### [ASSIGNMENT]
Keeping each word and mark in place, write out the full listing once more.
┌─ DATASET EXTRACT
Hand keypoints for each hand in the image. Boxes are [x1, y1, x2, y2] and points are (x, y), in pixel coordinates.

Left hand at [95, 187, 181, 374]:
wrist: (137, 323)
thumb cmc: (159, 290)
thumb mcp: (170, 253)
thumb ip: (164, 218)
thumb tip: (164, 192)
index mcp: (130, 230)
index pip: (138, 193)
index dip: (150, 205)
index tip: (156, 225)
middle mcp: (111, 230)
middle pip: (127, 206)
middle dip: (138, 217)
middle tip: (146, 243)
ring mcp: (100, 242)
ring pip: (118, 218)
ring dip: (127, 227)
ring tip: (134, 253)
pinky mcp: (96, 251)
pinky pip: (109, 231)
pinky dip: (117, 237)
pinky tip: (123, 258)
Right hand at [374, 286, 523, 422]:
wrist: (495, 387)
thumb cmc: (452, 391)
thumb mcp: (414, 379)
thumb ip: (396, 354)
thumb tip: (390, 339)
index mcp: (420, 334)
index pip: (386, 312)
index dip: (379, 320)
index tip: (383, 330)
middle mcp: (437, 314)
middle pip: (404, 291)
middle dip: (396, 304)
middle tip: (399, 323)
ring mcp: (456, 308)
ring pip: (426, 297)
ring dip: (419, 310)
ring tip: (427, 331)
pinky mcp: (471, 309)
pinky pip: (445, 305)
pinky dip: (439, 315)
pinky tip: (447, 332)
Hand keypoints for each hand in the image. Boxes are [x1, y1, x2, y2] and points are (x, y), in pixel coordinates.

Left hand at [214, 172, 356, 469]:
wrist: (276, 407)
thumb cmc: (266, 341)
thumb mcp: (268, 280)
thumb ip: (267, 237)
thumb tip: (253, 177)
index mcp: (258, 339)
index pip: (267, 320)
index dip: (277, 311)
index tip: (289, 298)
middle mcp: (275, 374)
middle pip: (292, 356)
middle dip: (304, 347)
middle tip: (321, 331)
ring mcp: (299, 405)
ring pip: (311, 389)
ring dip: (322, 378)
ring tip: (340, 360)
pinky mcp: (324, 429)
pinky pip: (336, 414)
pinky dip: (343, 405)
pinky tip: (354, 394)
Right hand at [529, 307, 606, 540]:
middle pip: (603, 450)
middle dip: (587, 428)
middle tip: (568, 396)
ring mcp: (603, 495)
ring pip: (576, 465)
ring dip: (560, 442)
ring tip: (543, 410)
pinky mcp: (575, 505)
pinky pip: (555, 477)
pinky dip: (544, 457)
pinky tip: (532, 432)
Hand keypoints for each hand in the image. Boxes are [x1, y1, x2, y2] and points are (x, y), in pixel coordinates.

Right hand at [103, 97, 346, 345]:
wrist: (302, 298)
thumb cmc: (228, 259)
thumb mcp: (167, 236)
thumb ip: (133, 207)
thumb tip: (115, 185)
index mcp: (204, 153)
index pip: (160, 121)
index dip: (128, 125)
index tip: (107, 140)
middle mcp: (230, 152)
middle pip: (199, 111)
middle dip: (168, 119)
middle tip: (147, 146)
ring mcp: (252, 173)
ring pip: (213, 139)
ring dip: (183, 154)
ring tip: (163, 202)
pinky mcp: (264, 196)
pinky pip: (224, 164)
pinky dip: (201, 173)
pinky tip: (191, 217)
└─
### [ANSWER TO THIS PROBLEM]
Hand keypoints for each hand in the image. Boxes are [x1, y1, x2, y2] and points are (x, y), in pixel coordinates.

Left hand at [95, 187, 181, 374]:
wrist: (137, 323)
thumb cmc: (159, 290)
thumb mcp: (170, 253)
thumb ip: (164, 218)
thumb tip: (164, 192)
index mcp: (130, 230)
index pip: (138, 193)
index dip: (150, 205)
index tip: (156, 225)
middle mcp: (111, 230)
middle pip: (127, 206)
middle dip: (138, 217)
middle tip: (146, 243)
ring mcp: (100, 242)
ring pip: (118, 218)
ring dip: (127, 227)
ring tip: (134, 253)
pinky mcp: (96, 251)
pinky pip: (109, 231)
pinky dip: (117, 237)
pinky tip: (123, 258)
Right hand at [374, 286, 523, 422]:
wrist: (495, 387)
thumb cmc: (452, 391)
thumb mcp: (414, 379)
thumb ip: (396, 354)
thumb tip: (390, 339)
index mcp: (420, 334)
index pip: (386, 312)
index dip: (379, 320)
index tip: (383, 330)
middle mcp: (437, 314)
middle pip: (404, 291)
middle dip: (396, 304)
middle tip: (399, 323)
ring mcp: (456, 308)
ring pip: (426, 297)
ring dip: (419, 310)
ring tip: (427, 331)
pinky mcp: (471, 309)
pinky pip: (445, 305)
pinky dip: (439, 315)
pinky tip: (447, 332)
Hand keypoints for each hand in the image. Boxes are [x1, y1, x2, y2] and points are (x, y), in pixel coordinates.

Left hand at [214, 172, 356, 469]:
wrist: (276, 407)
thumb cmc: (266, 341)
thumb mcp: (268, 280)
thumb ip: (267, 237)
thumb tip: (253, 177)
index mcp: (258, 339)
index pip: (267, 320)
index dip: (277, 311)
index tip: (289, 298)
middle mcp: (275, 374)
middle pip: (292, 356)
middle dip: (304, 347)
middle tip: (321, 331)
ring mcp: (299, 405)
ring pip: (311, 389)
ring dip: (322, 378)
ring tip: (340, 360)
pinky mcp: (324, 429)
pinky pip: (336, 414)
pinky dip: (343, 405)
pinky tip: (354, 394)
Right hand at [529, 307, 606, 540]:
middle pip: (603, 450)
middle dip: (587, 428)
middle tip: (568, 396)
ring mcp: (603, 495)
ring pip: (576, 465)
ring dip: (560, 442)
ring tip: (543, 410)
pinky mcp: (575, 505)
pinky pip: (555, 477)
pinky dip: (544, 457)
pinky tip: (532, 432)
Hand keypoints for each hand in the image. Boxes are [x1, y1, x2, y2] and points are (x, y), in pixel coordinates.

Right hand at [103, 97, 346, 345]:
wrist: (302, 298)
thumb cmc: (228, 259)
thumb mcp: (167, 236)
thumb ip: (133, 207)
thumb tip: (115, 185)
index mcp: (204, 153)
index pip: (160, 121)
index dip: (128, 125)
index tip: (107, 140)
middle mcp: (230, 152)
middle pip: (199, 111)
middle dip: (168, 119)
middle tip: (147, 146)
ring mcp: (252, 173)
ring pip: (213, 139)
ring dip: (183, 154)
ring tip: (163, 202)
pinky mcp: (264, 196)
pinky pip: (224, 164)
pinky dip: (201, 173)
pinky tip: (191, 217)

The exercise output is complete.